I thought to myself, "If this is what we think this is, we're playing with fire."

Another time, my husband and I were down in Salt Fork State Park in Ohio. We were in a tent and he was recording, and all of a sudden we could hear something really heavy walk across the little road. We listened to this thing as it walked into camp, and we could hear it breathing. My first concern was [that it was] a bear. It went over to our vehicle and pulled on all four of our car door handles. The only bears in Salt Fork are black bear, and black bear do not have retractable claws, so if had been a black bear pulling on our door handle, we should've had had marks. There were no claw marks on our car. Whatever it was, it was big. It had really deep, chesty breathing. We had a bear expert listen to the audio, and even he said it was not a bear. We've gotten recordings like that now from two different locations here in Ohio. Those are the two times I thought to myself, "If this is what we think this is, we're playing with fire."


This tends to be a male-dominated field and interest. Why do you think that is? Is that changing?
It was heavily male-dominated when I first got involved back in 2005. You could count the seriously active female field researchers on two hands. As a woman, they didn't really care what you had to say, and probably in some groups they still don't. But I, along with a girlfriend of mine, were very vocal about the necessity of having more woman involved. If you look at the history of discovering and studying large primates, who has been able to get closer? Women. Look at what Jane Goodall did, and that was only because she was able to get closer to them than her boss. We have a more nurturing spirit, and I think animals—primates in particular—pick up on that.
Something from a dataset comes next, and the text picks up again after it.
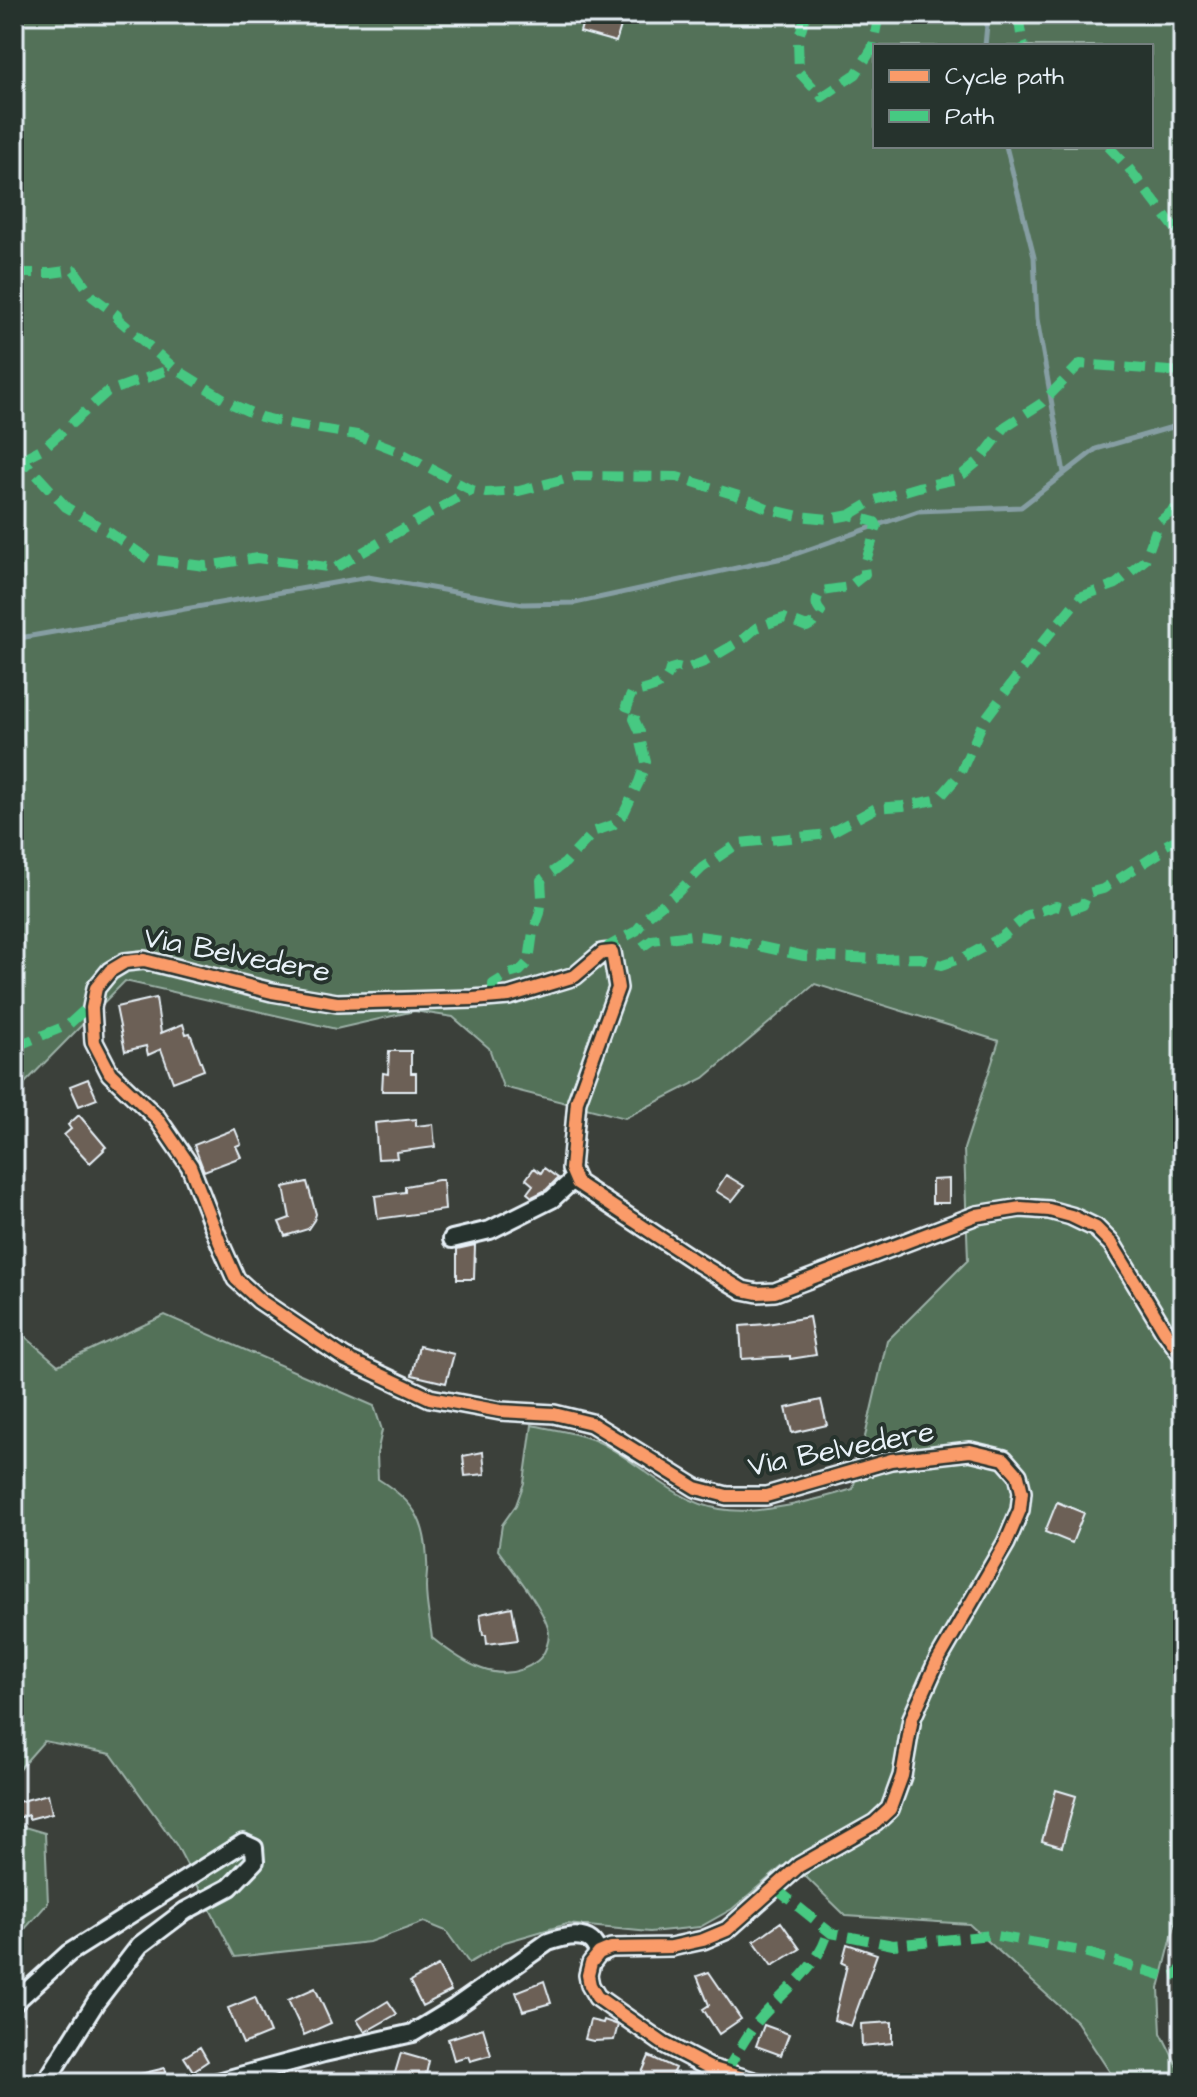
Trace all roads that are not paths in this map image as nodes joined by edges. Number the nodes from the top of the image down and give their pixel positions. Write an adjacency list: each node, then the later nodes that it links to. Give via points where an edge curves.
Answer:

Does being a woman in the field present any particular challenges or have any advantages?
For me personally, it really wasn't a particular challenge because I'm used to having to try to prove myself. If you're a woman, sooner or later, you'll find yourself challenged by men. I was raised on a farm and if I get it in my head to do something, I'm going to do it. If you're a woman, there's just some level of having to prove that you're capable.

Women have a lot to offer the research in general. It doesn't have to be primarily men running the show because men hunt. I get that a lot. I had one guy write a blog about me, saying that I should be out shopping and buying purses. I was like, maybe that's what makes your wife happy, but I like to challenge myself.

Have you had to deal with a lot of sexist attacks online?
I can't even keep track of them all. I have a very thick skin. I mean, if this is the way they want to talk to their wives or the women in their world, that's their business, but I don't put up with that crap. There are still those men in this community, who are online basically to start trouble. They get a kick out of the typical Neanderthal behavior. But I will tell you, I have quite a few male friends that I share information with, and they respect me, and I respect the hell out of them. They're hardworking guys who just want an answer to the mystery. Those are the people I work with, who are not involved in the politics, but simply want answers to the mystery.

What advice would you have for an amateur interested in catching a glimpse of Bigfoot?
The best advice I have is to bring a healthy dose of common sense. Don't just jump in with the first group of researchers you find on the Internet because they seem to know everything. We don't really know anything at all. We only have bits and pieces of a huge puzzle.